Your Programming Environment#
Compute#
On your own server/desktop machine or laptop (recommended)#
You need to create Python environments in this course. Nothing beats a container-based environment for data science/AI workflows. Learn the basics of docker (the most conmmon container format) by watching the following video:
Independent of your OS, you may want to use VS Code IDE if you have no IDE experience before. We recommend VS Code as the IDE due to its flexibility in supporting remote containers. Ensure that you are able to debug code in your IDE. It must connect to the remote container. PyCharm may also offer similar functionality but we have not tested it.
For those in Windows, please follow this to install WSL2 and Docker.
For Mac users please follow the docker instructions here.
For Ubuntu users please follow the docker instructions here.
For other linux users please follow the docker instructions here.
For those that do not have an existing NVIDIA-based GPU, please avoid buying any AMD or Intel GPUs. Even to this date, the best way of workload acceleration is via CUDA and NVIDIA is the only vendor that supports CUDA. Maybe one day we will have a true multivendor choice - its not today though.
If you do already have AMD or Intel GPUs you may still be able to use them or simply use Colab.
Google Colaboratory (recommended)#
We will be using the free CPU/GPU resources provided by Google Colab. The good news is that you have an account in Google Colab as most of you have your university gmail account. Please note if you login to colab with your university account you get to use the almost unlimited Gdrive storage facility. You will need Google Colab for all your projects so that you can demonstrate that your results can be replicated. In addition Colab has many features that come handy.
On AWS (recommended)#
Please note that the AWS Deep Learning AMIs may not require installation or they may require update to the required version of TF/Pytorch. Choose this option if you can afford the hourly rate and you are disciplined to monitor the resources and terminate your instances.

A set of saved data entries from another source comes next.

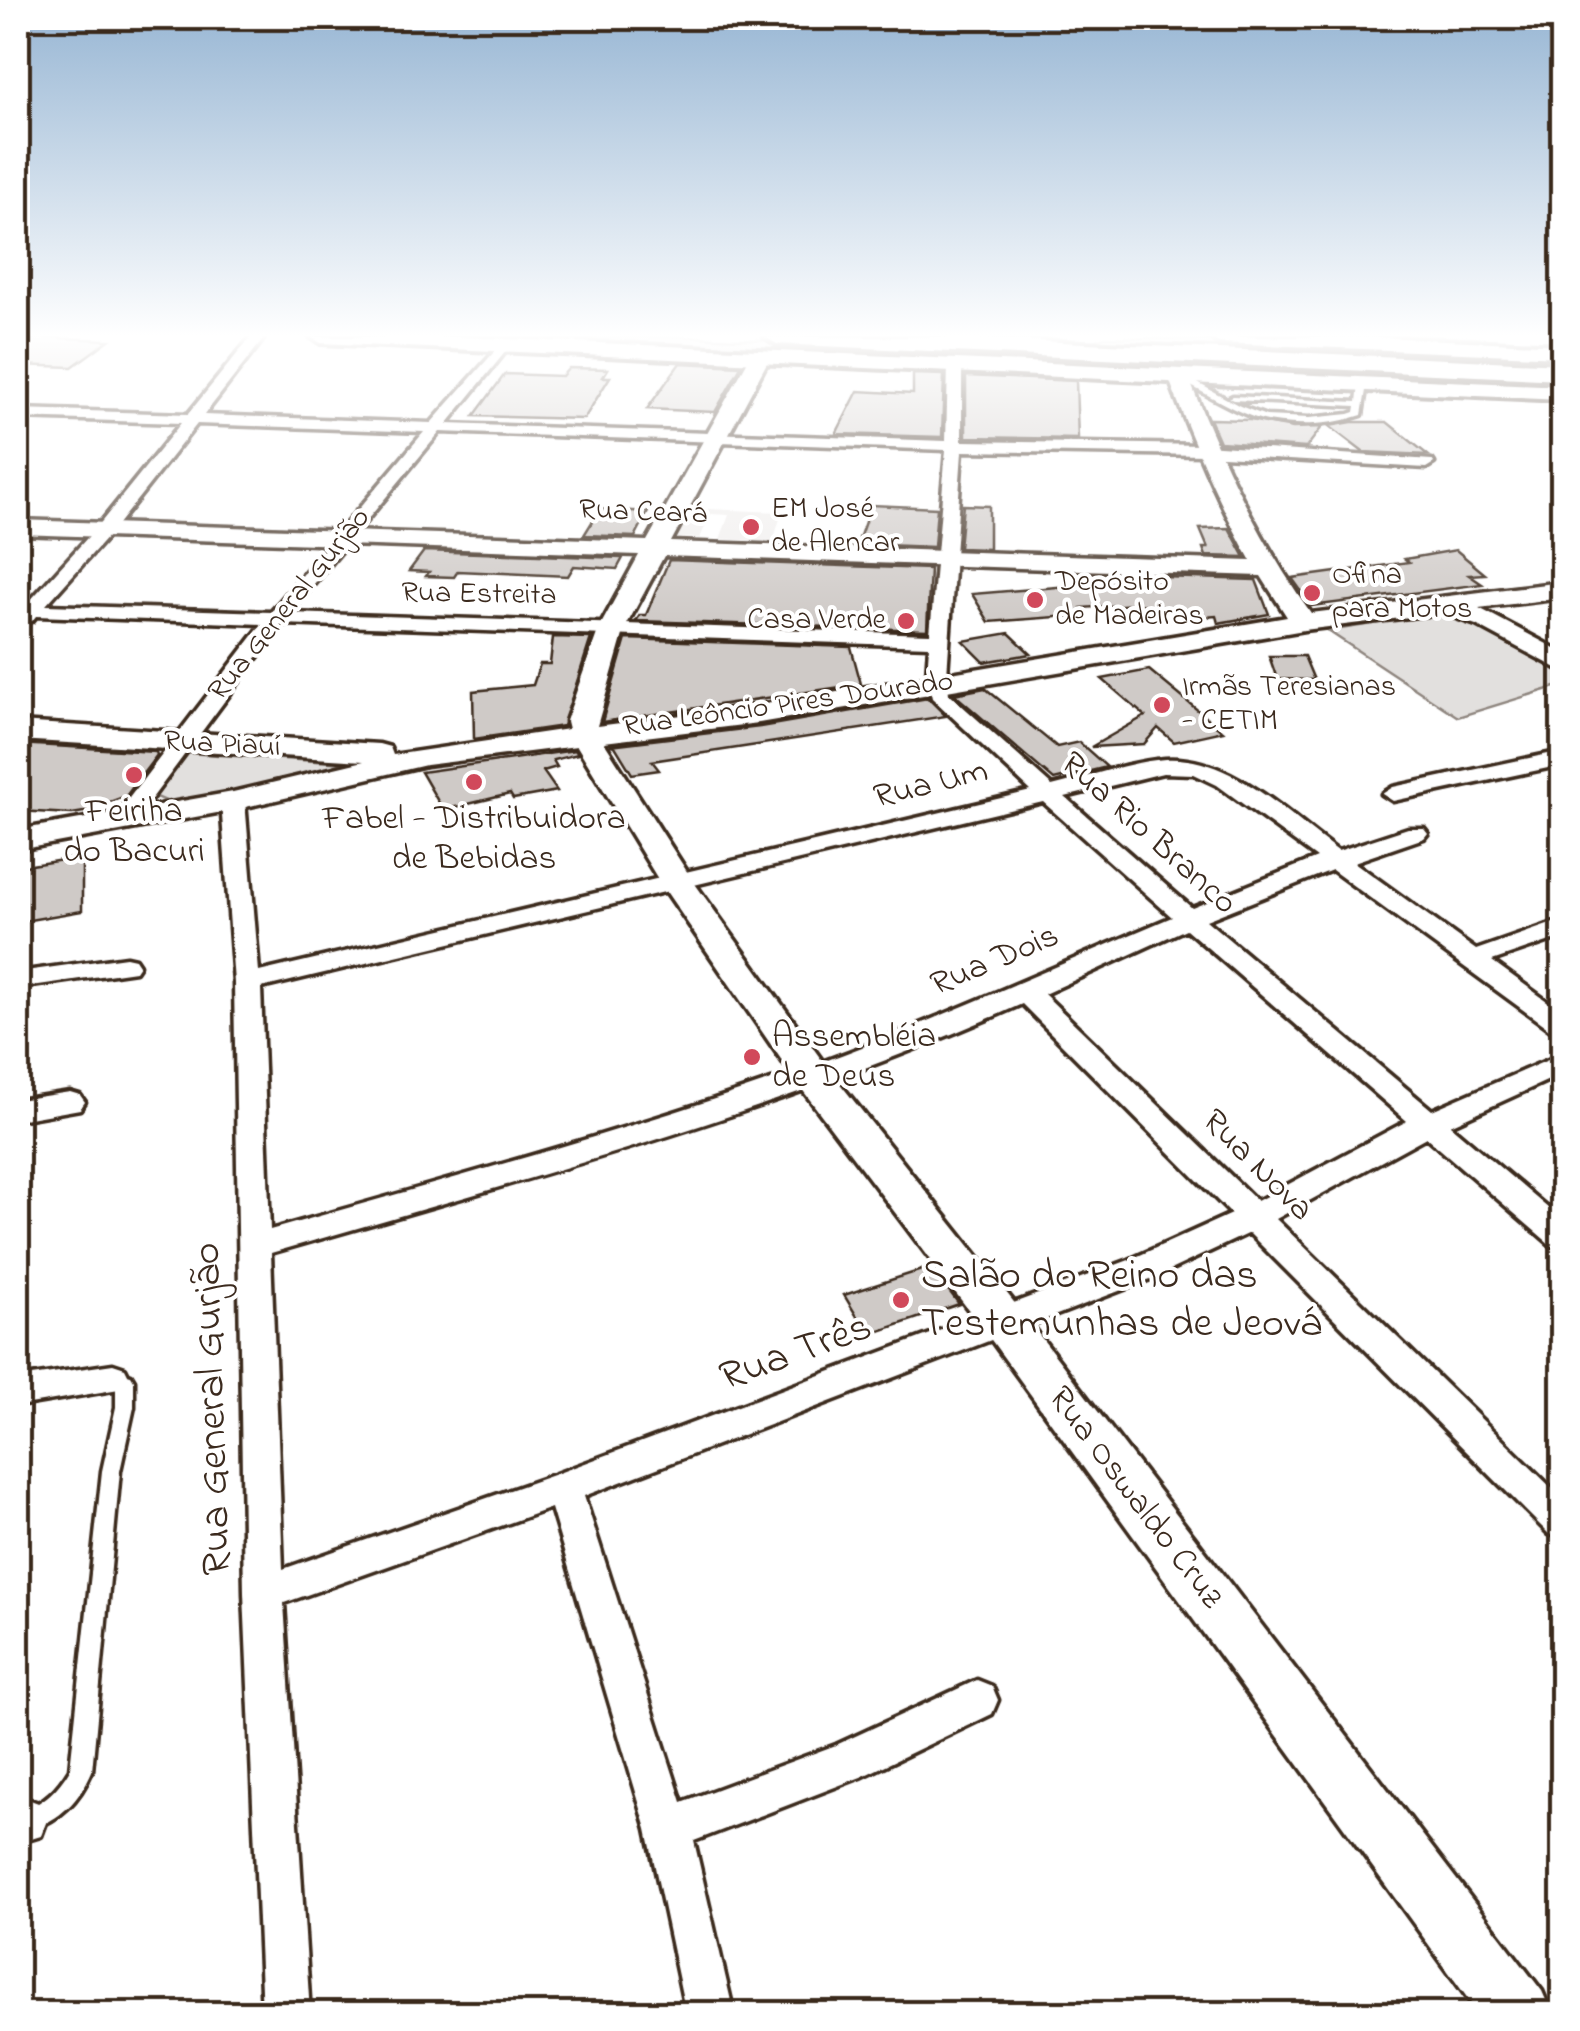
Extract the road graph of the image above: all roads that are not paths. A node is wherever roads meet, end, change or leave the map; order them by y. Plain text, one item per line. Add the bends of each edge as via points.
1 (185, 432) edge
2 (436, 432) edge
3 (584, 432) edge
4 (717, 432) edge
5 (954, 432) edge
6 (1198, 432) edge
7 (714, 437) junction
8 (954, 446) junction
9 (1205, 450) junction
10 (1426, 463) dead end
11 (18, 527) edge
12 (104, 530) junction
13 (343, 535) junction
14 (657, 546) junction
15 (943, 557) junction
16 (1267, 568) junction
17 (1562, 590) edge
18 (1421, 606) junction
19 (22, 615) edge
20 (274, 620) junction
21 (1304, 622) junction
22 (612, 628) junction
23 (940, 640) junction
24 (1562, 662) edge
25 (937, 684) junction
26 (18, 731) edge
27 (584, 734) junction
28 (181, 743) junction
29 (426, 756) junction
30 (1562, 758) edge
31 (1050, 792) junction
32 (1393, 794) dead end
33 (233, 801) junction
34 (121, 824) junction
35 (1416, 833) dead end
36 (18, 840) edge
37 (1331, 858) junction
38 (678, 884) junction
39 (1187, 917) junction
40 (1562, 928) edge
41 (1474, 959) junction
42 (126, 965) dead end
43 (18, 980) edge
44 (247, 984) junction
45 (1026, 992) junction
46 (1562, 1025) edge
47 (1562, 1063) edge
48 (812, 1076) junction
49 (70, 1102) dead end
50 (18, 1110) edge
51 (1430, 1122) junction
52 (1252, 1218) junction
53 (1562, 1237) edge
54 (252, 1247) junction
55 (1005, 1324) junction
56 (113, 1378) joint
57 (18, 1392) edge
58 (563, 1488) junction
59 (1562, 1522) edge
60 (264, 1593) junction
61 (977, 1700) dead end
62 (21, 1821) edge
63 (669, 1829) junction
64 (286, 2014) edge
65 (710, 2014) edge
66 (1519, 2014) edge

1 - 12 street
2 - 13 street, Rua General Gurjão
3 - 7 street
4 - 7 street
5 - 8 street
6 - 9 street
7 - 8 street
7 - 14 street
8 - 9 street
8 - 15 street
9 - 10 street
9 - 16 street
11 - 12 street, Rua Ceará
12 - 13 street, Rua Ceará
12 - 19 street
13 - 14 street, Rua Ceará
13 - 20 street, Rua General Gurjão
14 - 15 street, Rua Ceará
14 - 22 street
15 - 16 street, Rua Ceará
15 - 23 street
16 - 21 street
17 - 18 street, Rua Leôncio Pires Dourado
18 - 21 street, Rua Leôncio Pires Dourado
18 - 24 street via 1466,610
19 - 20 street, Rua Estreita
20 - 22 street, Rua Estreita
20 - 28 street, Rua General Gurjão
21 - 25 street, Rua Leôncio Pires Dourado
22 - 23 street, Rua Estreita
22 - 27 street via 581,720
23 - 25 street
25 - 27 street, Rua Leôncio Pires Dourado
25 - 31 street, Rua Rio Branco via 946,705
26 - 28 street, Rua Piauí
27 - 29 street, Rua Leôncio Pires Dourado
27 - 38 street, Rua Oswaldo Cruz
28 - 29 street, Rua Piauí
28 - 34 street, Rua General Gurjão
29 - 33 street, Rua Leôncio Pires Dourado
30 - 32 street
31 - 37 street, Rua Um via 1163,766 1198,767
31 - 38 street, Rua Um
31 - 39 street, Rua Rio Branco
33 - 34 street, Rua Leôncio Pires Dourado
33 - 44 street, Rua General Gurjão
34 - 36 street, Rua Leôncio Pires Dourado
35 - 37 street, Rua Dois
37 - 39 street, Rua Dois
37 - 41 street, Rua Um
38 - 44 street, Rua Um
38 - 48 street, Rua Oswaldo Cruz
39 - 45 street, Rua Dois
39 - 51 street, Rua Rio Branco
40 - 41 street
41 - 46 street, Rua Um
42 - 43 street
44 - 54 street, Rua General Gurjão
45 - 48 street, Rua Dois
45 - 52 street, Rua Nova
47 - 51 street, Rua Três
48 - 54 street, Rua Dois via 618,1141
48 - 55 street, Rua Oswaldo Cruz
49 - 50 street
51 - 52 street, Rua Três
51 - 53 street, Rua Rio Branco
52 - 55 street, Rua Três
52 - 59 street, Rua Nova
54 - 60 street, Rua General Gurjão
55 - 58 street, Rua Três
55 - 66 street, Rua Oswaldo Cruz
56 - 57 street
56 - 62 lane via 124,1380 125,1407 110,1471 81,1771 50,1812
58 - 60 street, Rua Três
58 - 63 street
60 - 64 street, Rua General Gurjão
61 - 63 street via 846,1762
63 - 65 street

On Hugging Face Spaces (recommended)#
HF spaces can get you started for free and this includes docker based environments ! So it should be your first choice when a project requires container based development eg. when the project is Django based.
Kaggle (not recommended)#
You can use Kaggle as an alternative to Colab for all your projects. You guessed it right - all the projects in this course are in fact Kaggle competitions. You can login with your gmail account. You can install by following the directions here the Kaggle command line interface (CLI). Not only you will get to compete (your ranking relative to others does not matter per se), but as you improve your knowledge over time you can revisit these competitions and see how your score improves. There is one catch though - Colab offers more GPU time and it comes with multiple tiers of service for a few dollars per month. This can be handy for the heavier projects.
Managing Python Runtimes#
Follow the instructions here to install Poetry and follow up with the basic usage instructions. Managing dependencies is one of the key challenges in data science. Poetry is a tool that helps you manage your dependencies.
Please ensure that you have used the virtualenvs.in-project
configuration variable to create virtual environments within your project directory and that you know how to use .gitignore to avoid committing your virtual environment to your git repository.
Git / Github#
Learning basic git commands takes less than half an hour. However, to install git and understand the principle behind git, please go over Chapters 1 and 2 of the ProGit book.
As we have discussed in the class you need to be able to publish your work in Github so you need to create a Github account. Then you will use the git client for your operating system to interact with github and iterate on your projects. Almost no project starts in vacuum - there is almost always a repo that will neeed to be cloned and that you will need to modify to your needs.
How to work with a github repository in Colab#
Fork the desired repository if this is not yours. For example go to ageron/handson-ml3 and press the Fork button.
After forking you should see the repository appearing in your account.
Click the green button
Clone or download
, click Use HTTPS and copy the field with the location of the repo your forked.Go to https://colab.research.google.com/ and login with your university email account
In the window that pops up select Github. Accept the requested additional permission request for your university email account. After Github and Colab connects you will be able to see the forked repo from your drop down menu of Repository. You will also see all the notebooks that start with a number e.g 01_the_machine_learning_landscape.ipynb. The number indicates the chapter number.
Select to open the 01-*.ipynb notebook by clicking on it. You should see the notebook in your own colab account. Any change will be persisted in your github.
Run the first cell. If you havent used Notebooks before, people with little programming experience will fall in love with them especially at this stage where you dont need to type new code. For a tutorial on how to use the notebooks in colab or in general open and run the notebook Welcome to Colaboratory.
External Tools and Databases (Optional)#
Elastic Search Environment Setup#
For project work you may need to install ES. Please note you are responsible for setting up the environment. For example to set up ES in Win10 you may follow this guide but bear in mind that we cannot support any IT issues you may encounter in your laptop. You may decide to set up a development environment in AWS cloud 9 that is linux based for a small fee or taking advantage the free tier for new AWS accounts (which is not free if you need EC2 instances outside of what the free tier provides).